Amelia Carter 

#MeToo

i’m sorry that you’ll have to be   so gingerly   in touching me

     because he came before   and touched me there

and there   and there too // he came   and he took everything

     except for the word “there”   a word torn between

where I want to go   and where you cannot touch

     not yet   not now   maybe not ever //

but i have healed   just a little bit   in the six years since

     and i realize he left me   my feet

maybe because he saw   how they froze my whole body

     and left one last bit of hurt behind ///

nobody cares about the feet   not really   since they lack the value

     of a thigh or a breast // and now mine are just jewelry

behind a case   locked away   after he broke in //

     now you can only look   and long for them

at arm’s reach // if i could give them up to you   i would

 

     but i’m afraid of flinching at your touch   and you hating me

 

for a pre-programmed response // a rogue line of code //

 

     of saying the wrong thing   when my lips are closed ///

 

I would not blame you   if you slipped out the door

 

     while i lied alone   half-naked   in my half-empty bed

 

because i am damaged goods // the broken egg in the dozen //

 

     but i cannot bear   to be alone anymore

 

not when i have held you   at arm’s reach // for so long

Stay-at-Home Lovers

I miss you now more than ever, I think,

because I have to stay away--the thought

of us apart so long makes my heart sink

like anchors through the sea. I know there’s not much I can do, and I don’t dare push, but

I ache to just be next to you, these days.

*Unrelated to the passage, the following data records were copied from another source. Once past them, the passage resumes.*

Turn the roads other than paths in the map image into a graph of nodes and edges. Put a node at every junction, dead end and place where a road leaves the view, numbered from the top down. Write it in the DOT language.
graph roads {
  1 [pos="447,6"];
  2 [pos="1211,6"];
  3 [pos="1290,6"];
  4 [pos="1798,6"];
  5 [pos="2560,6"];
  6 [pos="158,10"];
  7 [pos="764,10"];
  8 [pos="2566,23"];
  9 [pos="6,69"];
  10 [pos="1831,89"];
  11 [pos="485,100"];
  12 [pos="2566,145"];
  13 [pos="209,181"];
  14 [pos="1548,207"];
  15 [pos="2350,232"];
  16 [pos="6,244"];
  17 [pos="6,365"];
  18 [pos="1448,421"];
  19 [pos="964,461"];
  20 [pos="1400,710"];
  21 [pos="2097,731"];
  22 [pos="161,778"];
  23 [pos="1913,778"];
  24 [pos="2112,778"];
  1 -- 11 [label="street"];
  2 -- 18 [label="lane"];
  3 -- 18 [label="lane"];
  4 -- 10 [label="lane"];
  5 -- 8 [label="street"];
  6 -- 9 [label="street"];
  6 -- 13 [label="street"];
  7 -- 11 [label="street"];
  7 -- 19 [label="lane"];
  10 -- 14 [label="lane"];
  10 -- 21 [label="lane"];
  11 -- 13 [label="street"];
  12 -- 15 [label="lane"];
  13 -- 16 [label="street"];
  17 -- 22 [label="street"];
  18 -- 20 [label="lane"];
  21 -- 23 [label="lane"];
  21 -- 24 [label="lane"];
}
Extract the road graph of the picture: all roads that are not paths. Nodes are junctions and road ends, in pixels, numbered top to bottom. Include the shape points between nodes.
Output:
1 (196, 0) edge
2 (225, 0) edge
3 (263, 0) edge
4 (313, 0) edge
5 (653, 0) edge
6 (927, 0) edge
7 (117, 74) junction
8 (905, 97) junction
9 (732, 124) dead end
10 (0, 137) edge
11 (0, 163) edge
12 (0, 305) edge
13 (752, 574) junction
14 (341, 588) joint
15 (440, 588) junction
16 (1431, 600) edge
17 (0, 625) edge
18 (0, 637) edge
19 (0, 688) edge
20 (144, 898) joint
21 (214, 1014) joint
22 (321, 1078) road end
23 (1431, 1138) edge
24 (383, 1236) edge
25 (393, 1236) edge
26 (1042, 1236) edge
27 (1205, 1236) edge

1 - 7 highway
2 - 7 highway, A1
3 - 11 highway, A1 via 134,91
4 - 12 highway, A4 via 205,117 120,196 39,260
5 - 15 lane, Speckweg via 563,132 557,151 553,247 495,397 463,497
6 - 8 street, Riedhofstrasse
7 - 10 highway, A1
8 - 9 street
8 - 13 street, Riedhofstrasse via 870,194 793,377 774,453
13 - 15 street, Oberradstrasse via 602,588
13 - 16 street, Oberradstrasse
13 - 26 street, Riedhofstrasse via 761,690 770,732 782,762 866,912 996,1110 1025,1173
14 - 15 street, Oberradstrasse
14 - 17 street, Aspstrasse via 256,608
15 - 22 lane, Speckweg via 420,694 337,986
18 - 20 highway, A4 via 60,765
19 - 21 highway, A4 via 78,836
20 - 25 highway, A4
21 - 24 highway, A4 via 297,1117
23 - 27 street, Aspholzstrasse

I ache for cooking dinner out of what

we bought that day, for finding out new ways

to spend a lazy Sunday, for one more

touch from your fingertips. I can’t seem to remember how they feel on my skin or

when I felt them last. God, how I miss you.

Some day, if the world manages to mend,

then I’ll stay by your side until the end.

Poet Biography

Amelia Carter is a recent college graduate who makes time for writing poetry whenever she can. This is her first publication.